I had a George, too. Not nearly as romantic, of course, and not a rich fashion designer with lofty goals and awesome clothes. But he was exotic, and bent over backwards after I kept coldly rejecting him, and a lot of the other things about George, personality-wise, were an absolute match. As were a lot of the things that happened between George and Yukari. It was also the friends George hung out with that insisted on including me in everything that finally made me comfortable at college and made me realize that what I was doing was right. They were all real people, and bits and pieces of the Yazawa students fit all of them. Except Isabella. I was always disappointed by that.
Perhaps part of me only filled in the gaps and saw similarities where some links were tenuous, but they were always there no matter how many times I read the series, and me growing up didn’t help mature my perspective. The similarities are eerie.

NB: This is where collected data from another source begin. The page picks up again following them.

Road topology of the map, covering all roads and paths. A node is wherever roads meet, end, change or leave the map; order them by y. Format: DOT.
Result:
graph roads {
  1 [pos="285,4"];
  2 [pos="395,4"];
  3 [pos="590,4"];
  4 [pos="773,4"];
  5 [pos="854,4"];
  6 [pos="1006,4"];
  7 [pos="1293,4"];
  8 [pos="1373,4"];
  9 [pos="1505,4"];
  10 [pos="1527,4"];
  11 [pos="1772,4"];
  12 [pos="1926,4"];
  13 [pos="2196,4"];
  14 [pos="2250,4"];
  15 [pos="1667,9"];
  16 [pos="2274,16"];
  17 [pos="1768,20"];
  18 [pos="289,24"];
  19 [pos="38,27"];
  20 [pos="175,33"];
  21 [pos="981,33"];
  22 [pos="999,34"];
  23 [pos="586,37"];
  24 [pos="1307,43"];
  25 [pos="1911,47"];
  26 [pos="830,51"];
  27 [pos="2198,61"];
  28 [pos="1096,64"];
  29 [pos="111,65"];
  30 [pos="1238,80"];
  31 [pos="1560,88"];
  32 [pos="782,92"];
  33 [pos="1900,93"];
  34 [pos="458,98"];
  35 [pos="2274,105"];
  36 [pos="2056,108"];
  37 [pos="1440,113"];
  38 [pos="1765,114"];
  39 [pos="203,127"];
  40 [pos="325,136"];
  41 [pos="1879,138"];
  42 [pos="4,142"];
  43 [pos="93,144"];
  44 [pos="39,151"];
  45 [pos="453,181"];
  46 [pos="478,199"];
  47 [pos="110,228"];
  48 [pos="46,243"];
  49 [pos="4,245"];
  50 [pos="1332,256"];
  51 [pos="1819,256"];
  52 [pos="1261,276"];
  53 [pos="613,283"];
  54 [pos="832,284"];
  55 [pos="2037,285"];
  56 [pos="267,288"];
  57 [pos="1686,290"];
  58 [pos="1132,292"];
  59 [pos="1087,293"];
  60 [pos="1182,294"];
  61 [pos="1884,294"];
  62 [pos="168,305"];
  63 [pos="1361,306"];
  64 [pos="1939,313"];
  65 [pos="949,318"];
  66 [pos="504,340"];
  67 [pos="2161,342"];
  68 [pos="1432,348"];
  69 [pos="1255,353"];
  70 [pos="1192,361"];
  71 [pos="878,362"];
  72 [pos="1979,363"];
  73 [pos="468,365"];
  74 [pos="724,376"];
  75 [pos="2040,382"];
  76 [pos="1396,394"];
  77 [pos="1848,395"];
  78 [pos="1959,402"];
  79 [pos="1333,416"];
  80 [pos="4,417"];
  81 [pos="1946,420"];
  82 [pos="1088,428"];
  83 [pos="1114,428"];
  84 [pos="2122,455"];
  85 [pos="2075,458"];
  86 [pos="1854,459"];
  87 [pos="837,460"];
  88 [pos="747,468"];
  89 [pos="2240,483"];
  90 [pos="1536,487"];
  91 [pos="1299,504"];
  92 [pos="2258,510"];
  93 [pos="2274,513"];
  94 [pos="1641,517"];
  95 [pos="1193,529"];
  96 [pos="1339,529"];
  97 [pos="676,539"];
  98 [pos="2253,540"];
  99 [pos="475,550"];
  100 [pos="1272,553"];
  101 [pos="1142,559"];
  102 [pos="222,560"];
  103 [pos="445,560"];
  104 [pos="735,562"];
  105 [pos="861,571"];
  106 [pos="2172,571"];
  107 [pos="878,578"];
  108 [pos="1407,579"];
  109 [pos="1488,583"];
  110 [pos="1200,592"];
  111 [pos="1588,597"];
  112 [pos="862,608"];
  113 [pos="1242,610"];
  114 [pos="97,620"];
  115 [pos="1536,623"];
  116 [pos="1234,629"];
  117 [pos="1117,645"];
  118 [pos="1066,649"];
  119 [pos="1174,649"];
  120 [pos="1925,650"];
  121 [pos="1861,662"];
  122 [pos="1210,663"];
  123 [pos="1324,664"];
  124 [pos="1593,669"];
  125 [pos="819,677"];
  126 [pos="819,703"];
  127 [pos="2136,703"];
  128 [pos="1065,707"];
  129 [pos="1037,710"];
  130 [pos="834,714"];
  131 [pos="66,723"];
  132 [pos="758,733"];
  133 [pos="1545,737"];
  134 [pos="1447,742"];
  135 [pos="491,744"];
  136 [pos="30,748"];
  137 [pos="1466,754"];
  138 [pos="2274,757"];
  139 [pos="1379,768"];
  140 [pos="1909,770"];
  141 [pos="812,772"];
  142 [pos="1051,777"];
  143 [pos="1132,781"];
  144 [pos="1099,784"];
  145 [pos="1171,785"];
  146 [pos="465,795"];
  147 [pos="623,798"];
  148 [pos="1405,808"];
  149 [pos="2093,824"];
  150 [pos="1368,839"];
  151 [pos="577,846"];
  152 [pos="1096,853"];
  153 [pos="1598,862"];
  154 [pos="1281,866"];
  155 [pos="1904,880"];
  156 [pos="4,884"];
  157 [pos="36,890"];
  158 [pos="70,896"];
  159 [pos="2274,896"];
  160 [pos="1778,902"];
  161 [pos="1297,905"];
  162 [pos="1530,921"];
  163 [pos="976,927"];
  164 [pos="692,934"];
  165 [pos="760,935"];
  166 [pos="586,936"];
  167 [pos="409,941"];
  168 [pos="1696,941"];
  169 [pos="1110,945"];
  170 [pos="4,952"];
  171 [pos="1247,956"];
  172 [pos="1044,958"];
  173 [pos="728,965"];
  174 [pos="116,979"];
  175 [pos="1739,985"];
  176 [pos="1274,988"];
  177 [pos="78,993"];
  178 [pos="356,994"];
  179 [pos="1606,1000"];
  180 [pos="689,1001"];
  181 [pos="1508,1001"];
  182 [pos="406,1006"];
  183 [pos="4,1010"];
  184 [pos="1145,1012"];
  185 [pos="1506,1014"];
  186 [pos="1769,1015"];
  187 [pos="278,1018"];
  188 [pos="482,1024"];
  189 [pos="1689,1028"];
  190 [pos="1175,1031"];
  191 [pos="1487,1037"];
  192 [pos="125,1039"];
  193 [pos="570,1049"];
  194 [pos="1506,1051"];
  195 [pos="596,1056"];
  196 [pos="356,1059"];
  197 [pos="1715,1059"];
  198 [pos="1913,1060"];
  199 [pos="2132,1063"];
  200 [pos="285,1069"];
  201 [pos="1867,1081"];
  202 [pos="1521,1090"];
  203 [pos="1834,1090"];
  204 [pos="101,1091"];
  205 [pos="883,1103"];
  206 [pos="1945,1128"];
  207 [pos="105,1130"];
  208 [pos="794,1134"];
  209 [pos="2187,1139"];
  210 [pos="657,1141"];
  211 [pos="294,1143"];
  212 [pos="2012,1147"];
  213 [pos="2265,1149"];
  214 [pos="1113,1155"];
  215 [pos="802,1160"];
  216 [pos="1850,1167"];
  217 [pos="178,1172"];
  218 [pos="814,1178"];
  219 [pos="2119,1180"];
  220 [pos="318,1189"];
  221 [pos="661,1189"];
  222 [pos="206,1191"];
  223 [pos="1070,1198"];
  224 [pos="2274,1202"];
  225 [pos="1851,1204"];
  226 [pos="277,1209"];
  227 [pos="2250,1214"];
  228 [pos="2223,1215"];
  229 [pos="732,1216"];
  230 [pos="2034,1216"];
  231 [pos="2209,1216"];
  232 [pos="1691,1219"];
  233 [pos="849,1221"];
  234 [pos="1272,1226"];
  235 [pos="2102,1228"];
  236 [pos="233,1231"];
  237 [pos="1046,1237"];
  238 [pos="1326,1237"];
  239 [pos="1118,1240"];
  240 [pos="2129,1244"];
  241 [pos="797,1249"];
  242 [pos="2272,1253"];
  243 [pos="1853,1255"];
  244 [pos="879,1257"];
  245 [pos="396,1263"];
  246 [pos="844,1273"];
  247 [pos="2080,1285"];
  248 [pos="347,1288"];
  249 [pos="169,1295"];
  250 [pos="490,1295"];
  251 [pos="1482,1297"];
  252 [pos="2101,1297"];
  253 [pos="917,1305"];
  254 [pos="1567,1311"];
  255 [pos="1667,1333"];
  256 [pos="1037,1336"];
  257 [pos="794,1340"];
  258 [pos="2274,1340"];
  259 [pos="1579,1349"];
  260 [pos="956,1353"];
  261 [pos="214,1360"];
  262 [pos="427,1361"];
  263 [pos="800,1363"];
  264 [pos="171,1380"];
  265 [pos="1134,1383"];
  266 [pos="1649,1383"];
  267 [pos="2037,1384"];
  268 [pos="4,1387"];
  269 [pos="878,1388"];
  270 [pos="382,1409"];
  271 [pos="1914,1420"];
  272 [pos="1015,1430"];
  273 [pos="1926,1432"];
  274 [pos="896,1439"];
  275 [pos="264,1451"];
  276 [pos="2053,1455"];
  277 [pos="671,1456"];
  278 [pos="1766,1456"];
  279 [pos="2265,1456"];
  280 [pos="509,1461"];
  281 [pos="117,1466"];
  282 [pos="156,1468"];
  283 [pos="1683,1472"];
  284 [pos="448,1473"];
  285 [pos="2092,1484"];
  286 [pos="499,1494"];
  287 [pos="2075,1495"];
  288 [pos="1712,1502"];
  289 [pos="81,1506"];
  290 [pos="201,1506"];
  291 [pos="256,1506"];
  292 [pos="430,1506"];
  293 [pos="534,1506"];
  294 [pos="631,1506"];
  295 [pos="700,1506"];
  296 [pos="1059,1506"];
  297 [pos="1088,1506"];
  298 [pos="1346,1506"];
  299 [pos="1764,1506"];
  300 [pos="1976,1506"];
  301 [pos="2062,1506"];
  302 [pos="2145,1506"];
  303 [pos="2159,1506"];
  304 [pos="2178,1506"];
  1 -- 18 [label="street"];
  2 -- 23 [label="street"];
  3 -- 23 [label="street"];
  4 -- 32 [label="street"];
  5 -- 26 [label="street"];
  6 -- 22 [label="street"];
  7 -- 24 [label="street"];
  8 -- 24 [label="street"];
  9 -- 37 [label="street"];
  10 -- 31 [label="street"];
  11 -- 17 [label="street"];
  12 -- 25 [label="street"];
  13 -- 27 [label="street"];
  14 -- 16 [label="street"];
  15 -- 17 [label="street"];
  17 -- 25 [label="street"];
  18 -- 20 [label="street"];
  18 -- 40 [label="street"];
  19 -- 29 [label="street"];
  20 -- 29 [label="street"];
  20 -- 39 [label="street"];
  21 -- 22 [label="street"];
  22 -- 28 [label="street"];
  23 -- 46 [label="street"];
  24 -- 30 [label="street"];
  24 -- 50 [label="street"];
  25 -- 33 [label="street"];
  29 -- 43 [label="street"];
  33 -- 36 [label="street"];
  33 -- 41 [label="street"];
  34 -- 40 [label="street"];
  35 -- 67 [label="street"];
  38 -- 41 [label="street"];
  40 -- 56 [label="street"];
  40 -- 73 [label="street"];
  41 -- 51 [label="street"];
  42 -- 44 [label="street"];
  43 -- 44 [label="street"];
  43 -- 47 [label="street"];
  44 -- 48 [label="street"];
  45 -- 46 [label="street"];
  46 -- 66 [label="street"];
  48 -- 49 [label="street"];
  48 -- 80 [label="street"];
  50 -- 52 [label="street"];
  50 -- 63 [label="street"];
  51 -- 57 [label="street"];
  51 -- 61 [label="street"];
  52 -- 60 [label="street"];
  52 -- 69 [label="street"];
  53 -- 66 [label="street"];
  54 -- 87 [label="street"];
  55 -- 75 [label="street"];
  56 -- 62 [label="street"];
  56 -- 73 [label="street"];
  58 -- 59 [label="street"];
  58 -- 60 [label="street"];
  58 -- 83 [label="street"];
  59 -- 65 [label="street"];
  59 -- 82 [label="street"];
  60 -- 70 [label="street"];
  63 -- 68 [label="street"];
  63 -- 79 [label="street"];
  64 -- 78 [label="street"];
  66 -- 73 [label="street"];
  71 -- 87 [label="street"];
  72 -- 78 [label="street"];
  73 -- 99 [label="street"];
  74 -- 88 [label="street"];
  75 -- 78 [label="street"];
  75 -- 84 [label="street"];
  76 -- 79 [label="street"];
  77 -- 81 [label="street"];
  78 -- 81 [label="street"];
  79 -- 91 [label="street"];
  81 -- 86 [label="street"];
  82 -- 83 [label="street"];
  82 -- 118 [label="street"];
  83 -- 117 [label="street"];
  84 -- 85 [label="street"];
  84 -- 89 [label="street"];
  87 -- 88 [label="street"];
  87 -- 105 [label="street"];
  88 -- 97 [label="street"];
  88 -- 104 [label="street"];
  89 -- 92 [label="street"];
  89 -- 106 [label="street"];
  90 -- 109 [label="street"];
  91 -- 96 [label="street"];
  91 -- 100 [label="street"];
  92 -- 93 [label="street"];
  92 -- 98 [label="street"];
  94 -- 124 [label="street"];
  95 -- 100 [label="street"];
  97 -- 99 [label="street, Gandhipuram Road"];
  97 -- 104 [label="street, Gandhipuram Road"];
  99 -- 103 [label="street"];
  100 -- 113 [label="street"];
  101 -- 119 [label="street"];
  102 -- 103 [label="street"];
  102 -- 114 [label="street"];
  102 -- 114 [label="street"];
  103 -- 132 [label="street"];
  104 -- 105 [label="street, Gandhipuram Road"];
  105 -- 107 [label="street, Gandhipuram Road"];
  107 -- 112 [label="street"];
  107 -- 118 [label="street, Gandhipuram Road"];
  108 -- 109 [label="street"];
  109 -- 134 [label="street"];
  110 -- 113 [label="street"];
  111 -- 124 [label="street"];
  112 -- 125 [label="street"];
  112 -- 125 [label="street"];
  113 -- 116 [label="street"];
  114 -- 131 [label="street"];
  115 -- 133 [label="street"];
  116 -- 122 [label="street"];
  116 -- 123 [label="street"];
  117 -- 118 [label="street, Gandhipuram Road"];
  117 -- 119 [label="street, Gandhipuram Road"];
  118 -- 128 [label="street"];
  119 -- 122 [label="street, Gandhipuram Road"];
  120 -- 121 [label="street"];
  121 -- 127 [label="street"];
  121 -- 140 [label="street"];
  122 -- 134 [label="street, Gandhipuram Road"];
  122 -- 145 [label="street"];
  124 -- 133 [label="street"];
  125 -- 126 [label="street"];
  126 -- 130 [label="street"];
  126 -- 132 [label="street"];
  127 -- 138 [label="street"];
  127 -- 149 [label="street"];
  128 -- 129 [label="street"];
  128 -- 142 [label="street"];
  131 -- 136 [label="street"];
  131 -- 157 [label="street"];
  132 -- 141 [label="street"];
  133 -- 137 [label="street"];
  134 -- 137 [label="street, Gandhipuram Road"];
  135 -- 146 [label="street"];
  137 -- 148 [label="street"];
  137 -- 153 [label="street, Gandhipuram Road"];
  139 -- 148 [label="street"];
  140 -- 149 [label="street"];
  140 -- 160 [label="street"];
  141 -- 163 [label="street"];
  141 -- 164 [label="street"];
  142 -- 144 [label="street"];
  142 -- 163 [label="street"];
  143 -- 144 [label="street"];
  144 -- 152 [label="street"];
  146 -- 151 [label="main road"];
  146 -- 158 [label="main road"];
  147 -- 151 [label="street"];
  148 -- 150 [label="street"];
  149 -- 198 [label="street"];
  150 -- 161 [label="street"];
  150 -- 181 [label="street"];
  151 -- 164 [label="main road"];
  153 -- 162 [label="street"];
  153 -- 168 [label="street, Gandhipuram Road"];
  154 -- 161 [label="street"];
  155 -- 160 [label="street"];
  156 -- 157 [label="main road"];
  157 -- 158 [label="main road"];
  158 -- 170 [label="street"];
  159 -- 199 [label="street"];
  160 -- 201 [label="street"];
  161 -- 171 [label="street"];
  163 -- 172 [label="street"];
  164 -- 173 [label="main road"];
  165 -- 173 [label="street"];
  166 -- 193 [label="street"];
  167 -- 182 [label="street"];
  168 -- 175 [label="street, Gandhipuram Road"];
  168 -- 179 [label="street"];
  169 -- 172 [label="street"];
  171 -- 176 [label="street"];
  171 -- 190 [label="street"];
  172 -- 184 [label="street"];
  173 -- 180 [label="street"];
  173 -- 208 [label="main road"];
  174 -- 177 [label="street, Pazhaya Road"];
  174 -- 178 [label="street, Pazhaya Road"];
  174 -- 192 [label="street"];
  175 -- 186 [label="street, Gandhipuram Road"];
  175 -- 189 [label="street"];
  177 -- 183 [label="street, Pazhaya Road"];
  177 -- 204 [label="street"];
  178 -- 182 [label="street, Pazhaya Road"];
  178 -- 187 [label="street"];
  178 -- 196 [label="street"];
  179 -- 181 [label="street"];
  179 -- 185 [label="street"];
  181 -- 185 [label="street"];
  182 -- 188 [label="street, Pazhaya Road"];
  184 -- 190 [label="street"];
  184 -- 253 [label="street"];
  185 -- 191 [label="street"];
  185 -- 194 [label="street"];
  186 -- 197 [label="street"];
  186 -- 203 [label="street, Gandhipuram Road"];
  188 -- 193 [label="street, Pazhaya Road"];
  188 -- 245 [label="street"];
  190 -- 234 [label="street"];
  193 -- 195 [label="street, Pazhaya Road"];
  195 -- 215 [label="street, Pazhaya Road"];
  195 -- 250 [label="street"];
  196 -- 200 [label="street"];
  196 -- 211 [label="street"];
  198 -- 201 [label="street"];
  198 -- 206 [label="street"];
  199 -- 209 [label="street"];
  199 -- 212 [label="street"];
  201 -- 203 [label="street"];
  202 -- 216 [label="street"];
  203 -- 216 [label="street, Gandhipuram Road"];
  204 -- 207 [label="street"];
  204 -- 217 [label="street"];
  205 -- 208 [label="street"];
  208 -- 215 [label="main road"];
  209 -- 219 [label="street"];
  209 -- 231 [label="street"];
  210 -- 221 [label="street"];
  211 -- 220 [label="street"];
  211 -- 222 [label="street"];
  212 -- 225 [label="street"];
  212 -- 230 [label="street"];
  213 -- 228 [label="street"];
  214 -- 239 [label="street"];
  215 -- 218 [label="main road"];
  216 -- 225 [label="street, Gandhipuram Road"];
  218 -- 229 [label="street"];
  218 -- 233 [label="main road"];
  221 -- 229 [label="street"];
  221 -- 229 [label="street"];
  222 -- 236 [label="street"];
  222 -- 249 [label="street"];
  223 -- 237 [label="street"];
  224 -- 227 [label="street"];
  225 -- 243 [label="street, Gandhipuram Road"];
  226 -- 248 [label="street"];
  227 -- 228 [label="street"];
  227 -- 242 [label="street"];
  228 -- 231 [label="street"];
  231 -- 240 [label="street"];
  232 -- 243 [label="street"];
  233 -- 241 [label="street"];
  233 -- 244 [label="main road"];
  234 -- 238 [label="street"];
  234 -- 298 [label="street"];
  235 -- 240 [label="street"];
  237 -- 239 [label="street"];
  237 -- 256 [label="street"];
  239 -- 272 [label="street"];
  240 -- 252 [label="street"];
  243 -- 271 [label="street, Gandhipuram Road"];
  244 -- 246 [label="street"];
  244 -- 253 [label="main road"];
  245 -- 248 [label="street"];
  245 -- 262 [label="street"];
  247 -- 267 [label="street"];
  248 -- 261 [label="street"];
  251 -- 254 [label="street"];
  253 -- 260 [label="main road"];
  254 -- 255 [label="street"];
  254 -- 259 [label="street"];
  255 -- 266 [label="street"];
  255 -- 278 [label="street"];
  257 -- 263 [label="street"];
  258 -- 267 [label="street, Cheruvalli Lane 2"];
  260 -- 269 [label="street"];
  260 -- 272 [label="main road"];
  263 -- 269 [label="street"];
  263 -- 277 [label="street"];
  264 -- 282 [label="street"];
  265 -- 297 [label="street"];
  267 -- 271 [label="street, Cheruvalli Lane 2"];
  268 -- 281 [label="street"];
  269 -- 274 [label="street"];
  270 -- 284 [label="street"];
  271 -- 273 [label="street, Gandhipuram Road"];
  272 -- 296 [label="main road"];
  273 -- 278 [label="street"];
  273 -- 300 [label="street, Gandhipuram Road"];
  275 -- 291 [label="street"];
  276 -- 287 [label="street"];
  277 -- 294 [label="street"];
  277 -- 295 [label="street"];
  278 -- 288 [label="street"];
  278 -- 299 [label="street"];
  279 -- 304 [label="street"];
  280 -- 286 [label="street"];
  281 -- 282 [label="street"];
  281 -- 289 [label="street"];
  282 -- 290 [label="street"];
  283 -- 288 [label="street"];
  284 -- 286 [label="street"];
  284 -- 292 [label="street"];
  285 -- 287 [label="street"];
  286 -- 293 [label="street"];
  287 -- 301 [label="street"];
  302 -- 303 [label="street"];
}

I’m no fashion model (in case you couldn’t guess). I didn’t rebel in the way that Yukari did. I never went on to have the spectacular life that Yukari lived (proving that even the most sympathetic manga have to have some element of wish fulfillment). But every time I picked up a volume of that series, it made me cry. It still does, and I have never reviewed any of it, because it’s just too personal. The character emotions and the things they deal with in their lives are spectacular, Ai Yazawa is an excellent writer, and I was of the right age when I read this, but all the same, I still really feel this one.
Ultimately, my George was good for me, and I was always privately disappointed that George and Yukari didn’t wind up together. In the context of the story, the two are tremendously bad for one another. It’s obvious that both needed each other to open up possibilities that weren’t previously there, but both also hated what the other brought out in them when they were together. Even so, I read that and know there’s a way, buried in there somewhere. But to work out their differences and have both professional and personal success goes against the themes of Paradise Kiss, and is yet another thing that makes me still love it after all these years. Realistically, neither Yukari or George would have lived a particularly fabulous life had they gotten together, since one would have had to sacrifice themselves for the other.
Plus, had they gotten together, we wouldn’t have had that scene at the end where Yukari finds the storage space. And that stands as the absolute most bittersweet, beautiful, and emotionally striking scene I will ever read. That scene is what I think of every time I remember Paradise Kiss. Perhaps that’s mostly wish fulfillment again, and who wouldn’t love such a gift from a departed lover? But in the context of the story, it is most perfect.